● **MATERIAL FOR THIS TASK**
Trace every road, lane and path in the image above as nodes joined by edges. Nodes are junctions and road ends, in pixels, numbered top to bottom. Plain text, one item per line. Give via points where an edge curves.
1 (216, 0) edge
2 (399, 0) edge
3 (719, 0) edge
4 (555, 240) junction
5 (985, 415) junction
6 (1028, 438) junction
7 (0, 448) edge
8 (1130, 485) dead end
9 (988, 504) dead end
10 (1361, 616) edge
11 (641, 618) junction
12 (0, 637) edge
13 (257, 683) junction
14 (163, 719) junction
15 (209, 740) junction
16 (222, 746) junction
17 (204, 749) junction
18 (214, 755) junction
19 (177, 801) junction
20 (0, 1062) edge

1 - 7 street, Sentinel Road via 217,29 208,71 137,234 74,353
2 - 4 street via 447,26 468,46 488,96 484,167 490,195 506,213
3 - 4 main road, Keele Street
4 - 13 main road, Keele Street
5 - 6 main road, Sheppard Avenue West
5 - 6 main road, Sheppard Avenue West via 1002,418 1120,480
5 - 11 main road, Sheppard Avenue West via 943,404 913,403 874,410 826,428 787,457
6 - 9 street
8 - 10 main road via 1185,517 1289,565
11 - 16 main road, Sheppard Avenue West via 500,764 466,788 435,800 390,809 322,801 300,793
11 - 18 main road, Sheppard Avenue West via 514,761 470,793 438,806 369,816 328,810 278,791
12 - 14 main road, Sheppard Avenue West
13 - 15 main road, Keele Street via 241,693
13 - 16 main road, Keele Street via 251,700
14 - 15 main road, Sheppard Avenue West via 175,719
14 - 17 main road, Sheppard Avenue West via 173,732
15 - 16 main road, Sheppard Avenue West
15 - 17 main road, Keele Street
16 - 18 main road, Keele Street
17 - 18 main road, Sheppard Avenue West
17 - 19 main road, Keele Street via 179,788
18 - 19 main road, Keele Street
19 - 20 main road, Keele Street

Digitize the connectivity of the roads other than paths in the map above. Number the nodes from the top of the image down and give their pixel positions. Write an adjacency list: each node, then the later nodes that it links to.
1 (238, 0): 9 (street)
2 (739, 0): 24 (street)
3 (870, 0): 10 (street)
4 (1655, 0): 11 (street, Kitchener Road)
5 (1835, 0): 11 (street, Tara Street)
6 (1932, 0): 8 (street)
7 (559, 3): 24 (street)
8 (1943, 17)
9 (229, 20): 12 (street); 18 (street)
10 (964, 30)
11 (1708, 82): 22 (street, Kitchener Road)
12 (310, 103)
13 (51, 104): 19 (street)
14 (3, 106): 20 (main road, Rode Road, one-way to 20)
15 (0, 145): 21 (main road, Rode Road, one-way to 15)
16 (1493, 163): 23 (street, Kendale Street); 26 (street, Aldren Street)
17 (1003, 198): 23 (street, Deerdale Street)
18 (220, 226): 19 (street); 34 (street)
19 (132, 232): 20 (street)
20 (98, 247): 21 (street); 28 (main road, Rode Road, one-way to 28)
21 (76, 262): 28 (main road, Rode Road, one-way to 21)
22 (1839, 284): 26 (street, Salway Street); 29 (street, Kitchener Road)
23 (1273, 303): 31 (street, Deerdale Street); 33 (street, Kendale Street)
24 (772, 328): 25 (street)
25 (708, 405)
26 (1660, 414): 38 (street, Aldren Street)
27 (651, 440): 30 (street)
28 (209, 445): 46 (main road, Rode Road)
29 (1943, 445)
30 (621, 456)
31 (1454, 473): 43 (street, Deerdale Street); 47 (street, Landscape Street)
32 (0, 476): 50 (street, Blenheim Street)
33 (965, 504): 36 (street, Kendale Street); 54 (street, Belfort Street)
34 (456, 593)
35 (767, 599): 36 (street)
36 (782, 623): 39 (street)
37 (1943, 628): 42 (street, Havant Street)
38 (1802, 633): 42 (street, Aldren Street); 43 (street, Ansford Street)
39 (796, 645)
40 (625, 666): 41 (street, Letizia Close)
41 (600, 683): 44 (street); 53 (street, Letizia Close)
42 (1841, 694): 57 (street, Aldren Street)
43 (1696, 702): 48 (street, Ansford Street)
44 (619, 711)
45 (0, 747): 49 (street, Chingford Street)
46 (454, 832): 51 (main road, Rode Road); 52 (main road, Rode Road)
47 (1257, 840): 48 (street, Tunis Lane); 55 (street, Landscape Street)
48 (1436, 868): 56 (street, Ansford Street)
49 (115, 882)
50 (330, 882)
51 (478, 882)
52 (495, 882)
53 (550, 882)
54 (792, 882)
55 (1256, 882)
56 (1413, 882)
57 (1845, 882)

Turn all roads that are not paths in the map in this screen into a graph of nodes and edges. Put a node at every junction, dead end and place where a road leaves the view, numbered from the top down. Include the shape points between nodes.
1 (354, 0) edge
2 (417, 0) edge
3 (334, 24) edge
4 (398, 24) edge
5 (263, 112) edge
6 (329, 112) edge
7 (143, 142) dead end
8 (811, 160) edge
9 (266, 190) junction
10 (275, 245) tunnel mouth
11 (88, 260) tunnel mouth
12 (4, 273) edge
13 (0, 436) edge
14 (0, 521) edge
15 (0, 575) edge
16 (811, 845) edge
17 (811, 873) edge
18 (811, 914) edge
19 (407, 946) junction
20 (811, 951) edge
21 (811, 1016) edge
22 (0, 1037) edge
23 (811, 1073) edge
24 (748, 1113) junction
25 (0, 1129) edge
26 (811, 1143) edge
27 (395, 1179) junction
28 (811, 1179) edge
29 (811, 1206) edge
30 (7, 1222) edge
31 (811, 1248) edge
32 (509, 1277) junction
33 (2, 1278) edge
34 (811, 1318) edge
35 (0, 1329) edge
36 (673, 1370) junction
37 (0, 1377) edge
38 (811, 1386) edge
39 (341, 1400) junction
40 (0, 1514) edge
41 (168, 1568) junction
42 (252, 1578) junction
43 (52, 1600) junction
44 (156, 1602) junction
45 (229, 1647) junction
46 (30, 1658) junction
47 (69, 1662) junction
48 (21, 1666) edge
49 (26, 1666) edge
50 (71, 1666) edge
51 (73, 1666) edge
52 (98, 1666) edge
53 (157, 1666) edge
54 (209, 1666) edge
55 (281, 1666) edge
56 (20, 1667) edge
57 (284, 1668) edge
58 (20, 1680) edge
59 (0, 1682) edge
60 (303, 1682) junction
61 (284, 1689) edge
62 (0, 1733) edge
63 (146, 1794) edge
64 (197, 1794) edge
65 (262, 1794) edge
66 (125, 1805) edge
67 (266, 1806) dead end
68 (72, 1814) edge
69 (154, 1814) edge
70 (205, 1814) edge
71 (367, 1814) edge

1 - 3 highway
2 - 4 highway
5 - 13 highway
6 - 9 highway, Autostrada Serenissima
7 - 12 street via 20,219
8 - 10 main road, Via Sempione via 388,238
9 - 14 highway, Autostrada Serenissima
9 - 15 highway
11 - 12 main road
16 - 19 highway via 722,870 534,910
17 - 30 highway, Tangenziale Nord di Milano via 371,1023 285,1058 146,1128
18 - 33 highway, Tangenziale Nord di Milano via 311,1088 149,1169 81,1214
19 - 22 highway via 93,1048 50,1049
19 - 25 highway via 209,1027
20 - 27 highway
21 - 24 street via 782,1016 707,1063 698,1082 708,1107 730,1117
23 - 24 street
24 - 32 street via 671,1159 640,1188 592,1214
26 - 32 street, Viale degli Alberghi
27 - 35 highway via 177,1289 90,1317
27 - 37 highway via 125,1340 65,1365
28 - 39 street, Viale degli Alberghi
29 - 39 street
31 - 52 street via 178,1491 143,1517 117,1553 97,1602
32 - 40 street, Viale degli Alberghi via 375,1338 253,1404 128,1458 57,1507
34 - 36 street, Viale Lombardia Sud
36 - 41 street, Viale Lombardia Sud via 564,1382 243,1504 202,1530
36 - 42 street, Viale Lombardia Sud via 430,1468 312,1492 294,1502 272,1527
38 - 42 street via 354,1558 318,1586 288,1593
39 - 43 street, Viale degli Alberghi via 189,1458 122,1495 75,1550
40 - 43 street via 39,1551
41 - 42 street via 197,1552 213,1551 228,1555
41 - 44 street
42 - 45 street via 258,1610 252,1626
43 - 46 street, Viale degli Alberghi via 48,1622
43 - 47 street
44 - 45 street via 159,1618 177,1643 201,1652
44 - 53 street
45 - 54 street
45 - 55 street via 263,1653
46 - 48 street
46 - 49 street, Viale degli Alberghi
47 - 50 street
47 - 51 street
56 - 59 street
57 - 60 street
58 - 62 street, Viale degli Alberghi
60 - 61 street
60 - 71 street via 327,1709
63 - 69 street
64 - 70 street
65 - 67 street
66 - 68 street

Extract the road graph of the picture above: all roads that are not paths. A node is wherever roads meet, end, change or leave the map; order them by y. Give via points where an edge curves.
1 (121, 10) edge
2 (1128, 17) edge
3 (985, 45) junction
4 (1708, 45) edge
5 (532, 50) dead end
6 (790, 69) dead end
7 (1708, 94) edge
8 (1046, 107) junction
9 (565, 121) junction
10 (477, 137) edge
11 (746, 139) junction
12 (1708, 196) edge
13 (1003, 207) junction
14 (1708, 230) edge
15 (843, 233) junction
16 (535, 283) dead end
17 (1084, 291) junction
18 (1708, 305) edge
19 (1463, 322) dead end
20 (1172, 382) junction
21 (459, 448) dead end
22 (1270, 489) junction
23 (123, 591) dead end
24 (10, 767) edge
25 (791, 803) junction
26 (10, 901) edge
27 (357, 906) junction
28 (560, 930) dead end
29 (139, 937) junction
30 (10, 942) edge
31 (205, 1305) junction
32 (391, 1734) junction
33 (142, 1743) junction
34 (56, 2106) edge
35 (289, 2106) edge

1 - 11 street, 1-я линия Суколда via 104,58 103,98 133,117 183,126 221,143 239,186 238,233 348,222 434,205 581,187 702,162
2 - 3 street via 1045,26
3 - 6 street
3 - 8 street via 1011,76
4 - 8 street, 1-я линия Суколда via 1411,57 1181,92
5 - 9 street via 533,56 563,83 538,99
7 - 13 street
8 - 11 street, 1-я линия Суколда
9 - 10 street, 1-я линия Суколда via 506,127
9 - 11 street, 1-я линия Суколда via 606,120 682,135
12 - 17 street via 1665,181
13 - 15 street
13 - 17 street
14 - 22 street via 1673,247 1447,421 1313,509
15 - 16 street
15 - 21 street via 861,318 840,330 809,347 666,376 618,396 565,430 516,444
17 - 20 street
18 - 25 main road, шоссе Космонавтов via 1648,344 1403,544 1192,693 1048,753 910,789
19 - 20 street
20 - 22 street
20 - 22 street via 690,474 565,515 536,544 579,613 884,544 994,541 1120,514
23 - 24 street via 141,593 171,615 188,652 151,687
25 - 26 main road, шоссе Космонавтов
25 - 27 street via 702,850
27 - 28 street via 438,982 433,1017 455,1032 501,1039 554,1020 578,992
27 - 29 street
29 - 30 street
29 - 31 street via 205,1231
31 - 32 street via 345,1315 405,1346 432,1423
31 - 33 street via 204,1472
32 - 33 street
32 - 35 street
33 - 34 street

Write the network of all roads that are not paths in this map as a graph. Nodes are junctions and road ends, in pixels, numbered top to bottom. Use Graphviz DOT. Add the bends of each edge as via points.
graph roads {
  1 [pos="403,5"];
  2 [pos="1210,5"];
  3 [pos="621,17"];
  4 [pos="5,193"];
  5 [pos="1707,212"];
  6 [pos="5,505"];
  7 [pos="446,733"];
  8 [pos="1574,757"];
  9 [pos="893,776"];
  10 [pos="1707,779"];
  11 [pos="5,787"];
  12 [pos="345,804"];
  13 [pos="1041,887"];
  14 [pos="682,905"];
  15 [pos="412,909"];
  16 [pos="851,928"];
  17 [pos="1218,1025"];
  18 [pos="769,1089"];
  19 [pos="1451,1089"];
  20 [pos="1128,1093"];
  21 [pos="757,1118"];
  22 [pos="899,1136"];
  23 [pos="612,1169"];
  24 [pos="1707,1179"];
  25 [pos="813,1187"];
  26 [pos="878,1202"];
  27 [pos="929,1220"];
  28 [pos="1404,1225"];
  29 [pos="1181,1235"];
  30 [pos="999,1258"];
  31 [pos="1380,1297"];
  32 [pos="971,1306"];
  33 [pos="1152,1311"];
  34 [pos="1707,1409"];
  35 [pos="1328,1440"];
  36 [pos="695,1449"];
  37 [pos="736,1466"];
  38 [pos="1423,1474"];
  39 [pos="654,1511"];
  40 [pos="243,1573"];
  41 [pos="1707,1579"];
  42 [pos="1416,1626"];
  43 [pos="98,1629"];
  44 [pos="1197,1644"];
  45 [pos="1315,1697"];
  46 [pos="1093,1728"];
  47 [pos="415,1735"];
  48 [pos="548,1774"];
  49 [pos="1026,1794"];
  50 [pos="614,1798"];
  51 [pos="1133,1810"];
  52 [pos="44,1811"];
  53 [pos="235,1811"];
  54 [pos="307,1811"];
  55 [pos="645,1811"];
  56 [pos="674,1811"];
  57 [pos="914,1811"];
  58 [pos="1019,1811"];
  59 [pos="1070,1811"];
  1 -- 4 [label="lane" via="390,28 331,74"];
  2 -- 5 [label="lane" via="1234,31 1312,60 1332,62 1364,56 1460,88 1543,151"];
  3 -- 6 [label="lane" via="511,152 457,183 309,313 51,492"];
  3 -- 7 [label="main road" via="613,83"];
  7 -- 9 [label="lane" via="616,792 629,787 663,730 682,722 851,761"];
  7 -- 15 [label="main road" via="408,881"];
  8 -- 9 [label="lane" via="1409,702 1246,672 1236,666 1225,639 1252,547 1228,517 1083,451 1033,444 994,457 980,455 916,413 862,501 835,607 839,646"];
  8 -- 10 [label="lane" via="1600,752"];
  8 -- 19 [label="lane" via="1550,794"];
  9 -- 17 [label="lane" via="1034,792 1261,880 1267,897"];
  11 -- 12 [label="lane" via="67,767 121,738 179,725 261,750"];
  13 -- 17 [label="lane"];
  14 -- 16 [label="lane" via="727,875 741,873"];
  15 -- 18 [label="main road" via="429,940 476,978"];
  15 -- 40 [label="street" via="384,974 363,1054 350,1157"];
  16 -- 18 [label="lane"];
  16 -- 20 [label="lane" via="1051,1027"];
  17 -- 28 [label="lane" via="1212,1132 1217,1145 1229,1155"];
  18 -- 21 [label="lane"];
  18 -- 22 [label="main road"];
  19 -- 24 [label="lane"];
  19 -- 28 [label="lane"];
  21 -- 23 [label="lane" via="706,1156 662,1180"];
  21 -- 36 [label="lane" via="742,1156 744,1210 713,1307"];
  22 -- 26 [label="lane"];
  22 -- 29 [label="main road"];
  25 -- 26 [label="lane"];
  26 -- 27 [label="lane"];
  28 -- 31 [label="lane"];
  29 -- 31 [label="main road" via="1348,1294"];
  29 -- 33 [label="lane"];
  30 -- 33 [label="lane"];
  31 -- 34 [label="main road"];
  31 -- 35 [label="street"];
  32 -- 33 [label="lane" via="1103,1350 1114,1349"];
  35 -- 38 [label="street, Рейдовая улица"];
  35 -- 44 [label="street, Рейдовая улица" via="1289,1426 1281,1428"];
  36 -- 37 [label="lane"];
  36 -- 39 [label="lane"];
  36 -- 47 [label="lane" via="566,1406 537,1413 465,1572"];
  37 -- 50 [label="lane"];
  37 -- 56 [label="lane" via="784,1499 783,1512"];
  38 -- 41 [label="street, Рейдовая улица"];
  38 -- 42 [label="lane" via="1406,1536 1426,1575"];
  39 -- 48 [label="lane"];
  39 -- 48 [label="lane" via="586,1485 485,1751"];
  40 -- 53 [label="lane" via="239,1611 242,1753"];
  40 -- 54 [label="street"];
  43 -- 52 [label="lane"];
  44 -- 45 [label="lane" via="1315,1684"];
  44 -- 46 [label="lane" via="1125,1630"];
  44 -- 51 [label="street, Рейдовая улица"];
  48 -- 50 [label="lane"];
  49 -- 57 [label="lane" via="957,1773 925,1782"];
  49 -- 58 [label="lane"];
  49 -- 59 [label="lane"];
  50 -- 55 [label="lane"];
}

● **WHAT TO DO**
Search the material above for "West". Copy each line that has it.

● **ANSWER FOR THIS EXERCISE**
5 - 6 main road, Sheppard Avenue West
5 - 6 main road, Sheppard Avenue West via 1002,418 1120,480
5 - 11 main road, Sheppard Avenue West via 943,404 913,403 874,410 826,428 787,457
11 - 16 main road, Sheppard Avenue West via 500,764 466,788 435,800 390,809 322,801 300,793
11 - 18 main road, Sheppard Avenue West via 514,761 470,793 438,806 369,816 328,810 278,791
12 - 14 main road, Sheppard Avenue West
14 - 15 main road, Sheppard Avenue West via 175,719
14 - 17 main road, Sheppard Avenue West via 173,732
15 - 16 main road, Sheppard Avenue West
17 - 18 main road, Sheppard Avenue West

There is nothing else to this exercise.